We all procrastinate on the diss & qual prep. If you didn't have this, you'd have something else. So don't be so hard on yourself.

It is funny how at the beginning of the diss you WANT people to ask about the progress. Then there is a very distinct (& long) time period where NO ONE SHOULD BRING IT UP. If you want to talk you will. I always remember that & think back to the many days I spent watching E True Hollywood story instead of writing my diss. :)

Method is really the easiest section. Just take a part at a time to break it up. Sample. Instrument. Etc. Don't think of it as entire chapter - just little sections of your paper (hah hah, couldn't resist!).

On reigning in your paper - that is right. No one reads your diss when it is done. And that is what they say the "D" in PhD stands for: DONE!!!! Just take it in little manageable steps.

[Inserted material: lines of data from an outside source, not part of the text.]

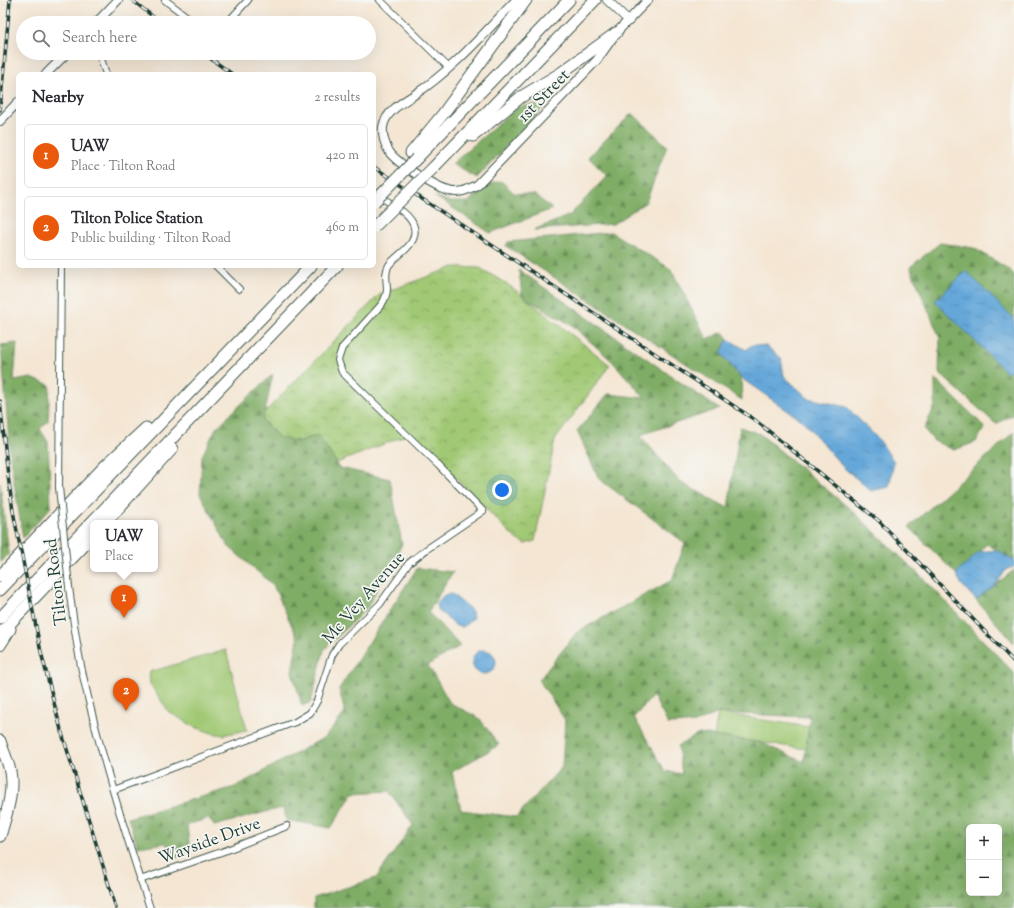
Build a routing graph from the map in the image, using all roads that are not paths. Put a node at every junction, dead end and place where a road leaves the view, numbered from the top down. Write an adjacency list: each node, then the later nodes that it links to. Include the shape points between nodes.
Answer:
1 (118, 0): 11 (street)
2 (165, 0): 12 (street)
3 (248, 0): 13 (street)
4 (516, 0): 18 (street)
5 (526, 0): 23 (highway)
6 (569, 0): 23 (highway)
7 (595, 0): 24 (highway)
8 (607, 0): 14 (street)
9 (648, 0): 14 (street, 1st Street)
10 (384, 1): 18 (street)
11 (103, 16)
12 (186, 16)
13 (233, 16)
14 (629, 21): 15 (street, 1st Street)
15 (616, 33): 18 (street, 1st Street, via 596,60 477,185 463,192 448,191 409,169 390,153 384,140 383,126 389,115 402,102); 24 (highway, via 562,72 520,97)
16 (60, 60): 19 (street)
17 (101, 60): 20 (street)
18 (450, 68)
19 (48, 72)
20 (105, 72)
21 (16, 104): 22 (street)
22 (2, 118)
23 (414, 155): 25 (highway); 27 (highway, bridge)
24 (442, 159): 28 (highway, bridge)
25 (376, 191)
26 (376, 194): 47 (street, Mc Vey Avenue, via 406,214 412,221 415,235 410,245 389,266 386,273 386,297 382,304 342,348 338,360 342,372 483,511 409,563 380,604 338,644 317,702 310,713 295,722)
27 (376, 200)
28 (376, 225)
29 (60, 268): 47 (street, Tilton Road, bridge, via 59,487 63,538 84,679)
30 (218, 268): 33 (street)
31 (308, 268): 35 (highway)
32 (335, 268): 34 (highway)
33 (239, 288)
34 (279, 327): 36 (highway); 37 (highway)
35 (204, 378): 40 (highway, via 106,465); 41 (highway)
36 (94, 520)
37 (108, 520)
38 (90, 524): 43 (highway)
39 (90, 539): 42 (highway)
40 (0, 576)
41 (0, 590)
42 (19, 615): 44 (highway); 45 (highway)
43 (0, 618)
44 (0, 634)
45 (0, 645)
46 (0, 741): 49 (highway, via 10,771 12,787)
47 (113, 790): 50 (street, Tilton Road)
48 (288, 826): 50 (street, Wayside Drive)
49 (0, 836)
50 (140, 880): 51 (street, Tilton Road)
51 (150, 908)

Another gem that was passed on to me: If your diss were the best work you'd ever do in your career then your career sucked. :)

Anonymous said...

I'm going to chime in to the chorus here. You've had some incredible advise here but I think the bottom line for me is what Lance said - you will be in a position to be supreme knower of YOUR child; its hungry cry, its need to be held, its deeply asleep gurgly noises - al of those things will be part of the phenomenal bond. I have two daughters - both born at home - who are now 12 and ten. It's not for everyone, but I worked with Naturopathic doctors trained in obstetrics, and had birth experiences that were easy, supportive and informed from start to finish. Every question I could devise, like yours about bathing, clipping fingernails, nursing, stumped me and had me calling my doctor. If I were you, I would make lists of questions, read the many great books out there (including Weissbluth's "Healthy Sleep Habits, Happy Child" and relax, sleep and try to get as much done on your paper (sorry) now as you can - your baby is just about the lowest maintenance it will ever be. ; )

There is a huge community of mother out there - ask and you will receive bountiful advice. Heck, don't ask and you will receive tons of advice!